>>
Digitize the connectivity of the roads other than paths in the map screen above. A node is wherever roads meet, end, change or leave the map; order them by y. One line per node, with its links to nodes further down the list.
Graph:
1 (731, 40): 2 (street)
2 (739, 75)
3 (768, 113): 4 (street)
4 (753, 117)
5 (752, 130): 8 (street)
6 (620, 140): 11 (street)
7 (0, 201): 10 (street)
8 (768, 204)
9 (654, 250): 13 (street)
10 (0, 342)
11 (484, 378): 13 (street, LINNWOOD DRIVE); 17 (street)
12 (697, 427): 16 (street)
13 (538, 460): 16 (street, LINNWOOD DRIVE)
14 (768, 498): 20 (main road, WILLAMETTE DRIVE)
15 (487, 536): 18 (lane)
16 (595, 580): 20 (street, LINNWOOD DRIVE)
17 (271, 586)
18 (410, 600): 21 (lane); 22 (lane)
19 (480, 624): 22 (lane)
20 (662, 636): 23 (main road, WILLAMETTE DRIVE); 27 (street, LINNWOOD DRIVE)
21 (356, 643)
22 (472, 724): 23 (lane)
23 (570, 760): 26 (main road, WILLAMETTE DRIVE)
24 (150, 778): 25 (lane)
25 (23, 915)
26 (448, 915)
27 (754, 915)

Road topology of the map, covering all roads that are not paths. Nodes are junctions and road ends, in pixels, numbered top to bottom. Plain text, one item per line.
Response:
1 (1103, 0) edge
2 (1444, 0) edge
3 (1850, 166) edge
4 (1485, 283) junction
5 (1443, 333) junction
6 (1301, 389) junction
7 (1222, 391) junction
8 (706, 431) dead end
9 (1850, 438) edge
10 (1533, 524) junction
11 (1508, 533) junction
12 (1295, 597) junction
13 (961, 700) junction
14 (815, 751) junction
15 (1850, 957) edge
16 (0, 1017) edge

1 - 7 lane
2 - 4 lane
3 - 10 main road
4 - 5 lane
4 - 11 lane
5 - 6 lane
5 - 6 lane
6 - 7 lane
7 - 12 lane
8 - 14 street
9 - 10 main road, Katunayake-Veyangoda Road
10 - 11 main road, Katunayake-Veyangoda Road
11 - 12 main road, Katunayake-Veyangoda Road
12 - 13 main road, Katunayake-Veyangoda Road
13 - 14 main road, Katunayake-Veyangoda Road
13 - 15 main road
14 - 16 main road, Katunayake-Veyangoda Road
<<
**Exercise objective:**
Where the string "paths" occurs in a line of the listing, copy the line.

**Response:**
Digitize the connectivity of the roads other than paths in the map screen above. A node is wherever roads meet, end, change or leave the map; order them by y. One line per node, with its links to nodes further down the list.
Road topology of the map, covering all roads that are not paths. Nodes are junctions and road ends, in pixels, numbered top to bottom. Plain text, one item per line.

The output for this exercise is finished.